06/01/2012
Ano 15 - Número 769

ENÉAS ATHANÁZIO
ARQUIVO

 

Follow RevistaRIOTOTAL on Twitter

Enéas Athanázio


A PADARIA ESPIRITUAL

Enéas Athanázio - Colunista, CooJornal

Muitos grupos literários têm surgido em vários pontos do país. Poucos, porém, tiveram a dimensão da chamada Padaria Espiritual, criada em Fortaleza em 1892 e que se manteve em atividade até 1898. Nascida no Café Java, de propriedade de Manuel Pereira dos Santos, mais conhecido como Mané Coco, no ângulo noroeste da Praça do Ferreira, tinha como figura central Antônio Sales (1868/1940). Poeta, romancista, autor teatral e jornalista, foi o autor do “Programa de Instalação” e do “Retrospecto” da entidade.

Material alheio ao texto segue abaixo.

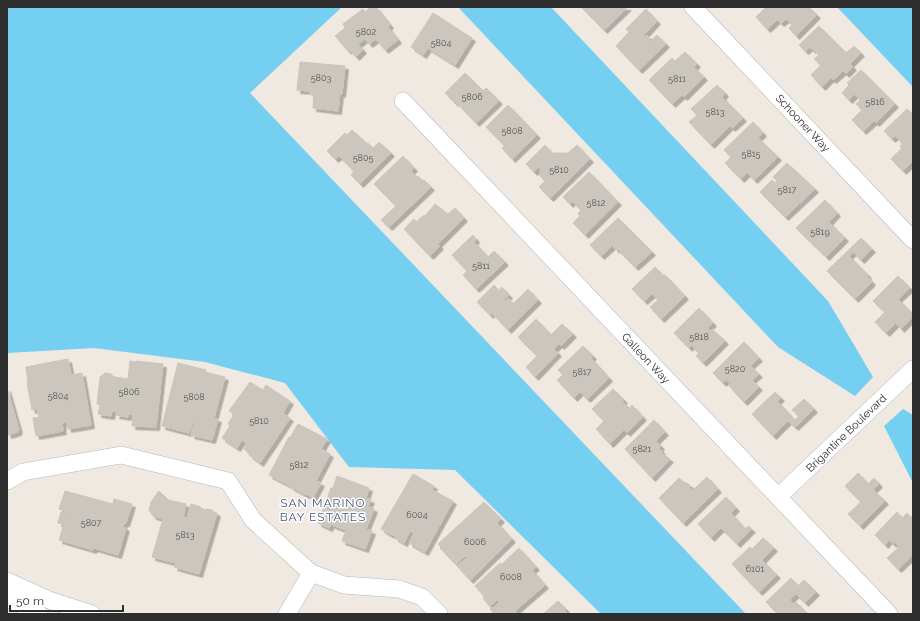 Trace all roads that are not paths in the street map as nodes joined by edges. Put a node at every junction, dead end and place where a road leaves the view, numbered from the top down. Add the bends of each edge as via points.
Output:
1 (693, 7) edge
2 (403, 101) dead end
3 (913, 240) edge
4 (913, 369) edge
5 (7, 482) edge
6 (778, 497) junction
7 (311, 573) junction
8 (7, 581) edge
9 (7, 598) edge
10 (39, 614) edge
11 (92, 614) edge
12 (287, 614) edge
13 (439, 614) edge
14 (889, 614) edge

1 - 3 street, Schooner Way
2 - 6 street, Galleon Way
4 - 6 street, Brigantine Boulevard
5 - 7 street via 23,472 121,455 228,481 253,520
6 - 14 street, Galleon Way
7 - 12 street
7 - 13 street via 344,585 399,589 422,598
8 - 11 street via 49,600
9 - 10 street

Embora fosse o Primeiro-Forneiro (secretário), exerceu interinamente o cargo de Padeiro-Mor (presidente). Integravam o grupo vários outros rapazes, quase todos ligados às letras e às artes, que desejavam movimentar a vida cultural da cidade. Entre eles estavam Lívio Barreto, o maior expoente do Simbolismo naquele Estado, Adolfo Caminha, que seria um dos grandes nomes do Naturalismo brasileiro, Rodolfo Teófilo, José Nava, pai do memorialista Pedro Nava, Henrique Jorge, que foi músico e não escritor, Luís Sá, desenhista e pintor, Joaquim Vitoriano, que não era escritor, músico ou pintor mas “entrou no grupo em virtude de sua força física e valentia, sendo uma espécie de guarda-costas dos companheiros”, e vários outros, alguns na primeira e outros na segunda fase da agremiação. Todos os integrantes tinham nomes de guerra e a entidade publicava o jornal “O Pão.” Tornou-se muito conhecida e obteve grande destaque, merecendo referências de escritores de renome. O maior estudioso de sua história, tendências e realizações é o Prof. Sânzio de Azevedo, de cujo livro “Breve História da Padaria Espiritual” (Edições da Universidade Federal do Ceará – UFC, Fortaleza, 2011) nos valemos para estas notas.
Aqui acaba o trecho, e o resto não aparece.